Tally the lines of the listing that contain the word "AVENUE", then give the total and nothing else.

□ □ □ □ □

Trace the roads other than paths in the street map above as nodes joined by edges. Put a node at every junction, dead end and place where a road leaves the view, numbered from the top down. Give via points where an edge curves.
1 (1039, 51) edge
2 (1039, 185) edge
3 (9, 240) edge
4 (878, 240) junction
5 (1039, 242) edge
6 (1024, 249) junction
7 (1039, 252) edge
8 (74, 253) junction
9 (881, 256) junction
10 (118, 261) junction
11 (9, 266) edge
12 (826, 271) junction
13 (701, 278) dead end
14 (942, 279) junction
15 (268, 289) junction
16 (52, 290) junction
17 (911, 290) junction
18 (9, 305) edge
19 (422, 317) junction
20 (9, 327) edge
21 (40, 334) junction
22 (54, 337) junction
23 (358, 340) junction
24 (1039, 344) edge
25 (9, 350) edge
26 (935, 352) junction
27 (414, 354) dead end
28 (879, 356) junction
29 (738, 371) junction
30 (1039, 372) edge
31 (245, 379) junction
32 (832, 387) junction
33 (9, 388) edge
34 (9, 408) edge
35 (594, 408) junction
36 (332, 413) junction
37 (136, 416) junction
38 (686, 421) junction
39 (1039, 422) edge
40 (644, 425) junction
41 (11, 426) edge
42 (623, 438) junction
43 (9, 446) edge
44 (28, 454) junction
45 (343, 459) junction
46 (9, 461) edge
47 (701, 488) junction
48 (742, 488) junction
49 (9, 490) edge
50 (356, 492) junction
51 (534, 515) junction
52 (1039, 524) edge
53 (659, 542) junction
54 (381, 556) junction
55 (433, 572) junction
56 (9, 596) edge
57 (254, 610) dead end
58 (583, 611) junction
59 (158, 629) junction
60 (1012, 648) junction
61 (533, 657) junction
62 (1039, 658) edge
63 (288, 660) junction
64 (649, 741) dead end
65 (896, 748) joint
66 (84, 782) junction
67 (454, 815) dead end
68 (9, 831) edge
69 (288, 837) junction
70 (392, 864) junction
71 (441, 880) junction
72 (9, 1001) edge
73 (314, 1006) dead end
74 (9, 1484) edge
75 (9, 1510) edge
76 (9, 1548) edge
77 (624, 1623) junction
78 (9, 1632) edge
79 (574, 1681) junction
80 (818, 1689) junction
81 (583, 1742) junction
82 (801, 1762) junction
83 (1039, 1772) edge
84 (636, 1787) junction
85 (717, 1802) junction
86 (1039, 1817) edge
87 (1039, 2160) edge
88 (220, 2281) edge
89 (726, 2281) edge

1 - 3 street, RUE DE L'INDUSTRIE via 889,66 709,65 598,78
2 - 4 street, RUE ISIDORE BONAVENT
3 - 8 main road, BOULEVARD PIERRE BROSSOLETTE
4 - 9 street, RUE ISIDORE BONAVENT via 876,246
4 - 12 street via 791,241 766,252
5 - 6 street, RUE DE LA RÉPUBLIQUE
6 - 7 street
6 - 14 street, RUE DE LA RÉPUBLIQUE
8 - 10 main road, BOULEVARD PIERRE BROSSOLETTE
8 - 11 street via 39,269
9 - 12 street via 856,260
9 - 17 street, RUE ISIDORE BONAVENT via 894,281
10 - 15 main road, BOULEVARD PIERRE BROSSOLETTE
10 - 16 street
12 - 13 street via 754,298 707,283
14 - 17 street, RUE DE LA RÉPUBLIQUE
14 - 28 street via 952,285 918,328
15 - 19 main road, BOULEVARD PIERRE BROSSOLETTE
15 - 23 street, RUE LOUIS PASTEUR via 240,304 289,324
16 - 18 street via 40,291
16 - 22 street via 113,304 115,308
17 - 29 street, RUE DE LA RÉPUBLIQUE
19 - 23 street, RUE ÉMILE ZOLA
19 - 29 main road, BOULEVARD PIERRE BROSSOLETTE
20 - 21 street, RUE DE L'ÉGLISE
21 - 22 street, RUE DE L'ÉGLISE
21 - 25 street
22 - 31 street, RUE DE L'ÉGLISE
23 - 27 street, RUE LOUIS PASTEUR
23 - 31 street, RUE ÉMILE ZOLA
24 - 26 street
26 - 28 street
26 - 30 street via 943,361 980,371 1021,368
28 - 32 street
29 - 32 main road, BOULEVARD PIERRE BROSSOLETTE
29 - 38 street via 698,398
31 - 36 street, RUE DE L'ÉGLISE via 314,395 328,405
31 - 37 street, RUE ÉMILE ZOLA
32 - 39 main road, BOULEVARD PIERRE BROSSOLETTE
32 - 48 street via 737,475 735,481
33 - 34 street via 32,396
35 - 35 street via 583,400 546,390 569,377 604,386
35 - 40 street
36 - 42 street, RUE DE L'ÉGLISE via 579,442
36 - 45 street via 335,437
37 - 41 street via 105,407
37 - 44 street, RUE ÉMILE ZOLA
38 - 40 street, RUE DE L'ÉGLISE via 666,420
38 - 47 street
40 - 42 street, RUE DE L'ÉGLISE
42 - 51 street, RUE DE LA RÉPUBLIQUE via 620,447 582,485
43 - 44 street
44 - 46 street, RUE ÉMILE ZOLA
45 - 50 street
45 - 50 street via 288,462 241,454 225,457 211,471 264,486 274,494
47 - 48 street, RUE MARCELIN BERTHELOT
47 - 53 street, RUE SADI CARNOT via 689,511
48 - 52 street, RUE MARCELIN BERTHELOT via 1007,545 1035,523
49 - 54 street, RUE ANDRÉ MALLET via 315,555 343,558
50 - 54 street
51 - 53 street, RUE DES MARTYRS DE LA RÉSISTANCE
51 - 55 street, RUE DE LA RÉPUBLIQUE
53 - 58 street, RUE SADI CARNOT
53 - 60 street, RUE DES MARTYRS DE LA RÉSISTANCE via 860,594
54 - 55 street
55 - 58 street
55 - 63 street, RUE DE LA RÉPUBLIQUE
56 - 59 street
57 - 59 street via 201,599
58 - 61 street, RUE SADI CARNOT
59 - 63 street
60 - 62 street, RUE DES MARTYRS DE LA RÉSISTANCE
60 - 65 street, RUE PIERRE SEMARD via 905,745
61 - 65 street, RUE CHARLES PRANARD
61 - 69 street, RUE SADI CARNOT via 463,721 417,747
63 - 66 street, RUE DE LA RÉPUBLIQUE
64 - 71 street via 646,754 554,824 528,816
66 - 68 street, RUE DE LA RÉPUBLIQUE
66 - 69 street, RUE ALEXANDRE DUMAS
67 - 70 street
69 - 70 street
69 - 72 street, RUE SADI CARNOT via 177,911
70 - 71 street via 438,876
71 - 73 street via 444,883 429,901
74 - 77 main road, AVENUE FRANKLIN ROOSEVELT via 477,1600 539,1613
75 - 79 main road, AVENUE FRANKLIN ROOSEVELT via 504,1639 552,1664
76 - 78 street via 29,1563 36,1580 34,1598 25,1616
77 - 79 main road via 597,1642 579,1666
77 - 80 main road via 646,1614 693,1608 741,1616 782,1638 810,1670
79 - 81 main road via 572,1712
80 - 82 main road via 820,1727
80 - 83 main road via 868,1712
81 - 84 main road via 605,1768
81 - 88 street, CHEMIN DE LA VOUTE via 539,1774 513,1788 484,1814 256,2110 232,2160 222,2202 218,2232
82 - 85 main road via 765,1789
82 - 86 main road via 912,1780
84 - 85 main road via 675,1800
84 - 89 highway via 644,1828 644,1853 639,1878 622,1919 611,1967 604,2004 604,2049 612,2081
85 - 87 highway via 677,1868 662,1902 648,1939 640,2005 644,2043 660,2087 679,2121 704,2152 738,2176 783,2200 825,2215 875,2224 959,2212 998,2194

□ □ □ □ □

- _Task output_
2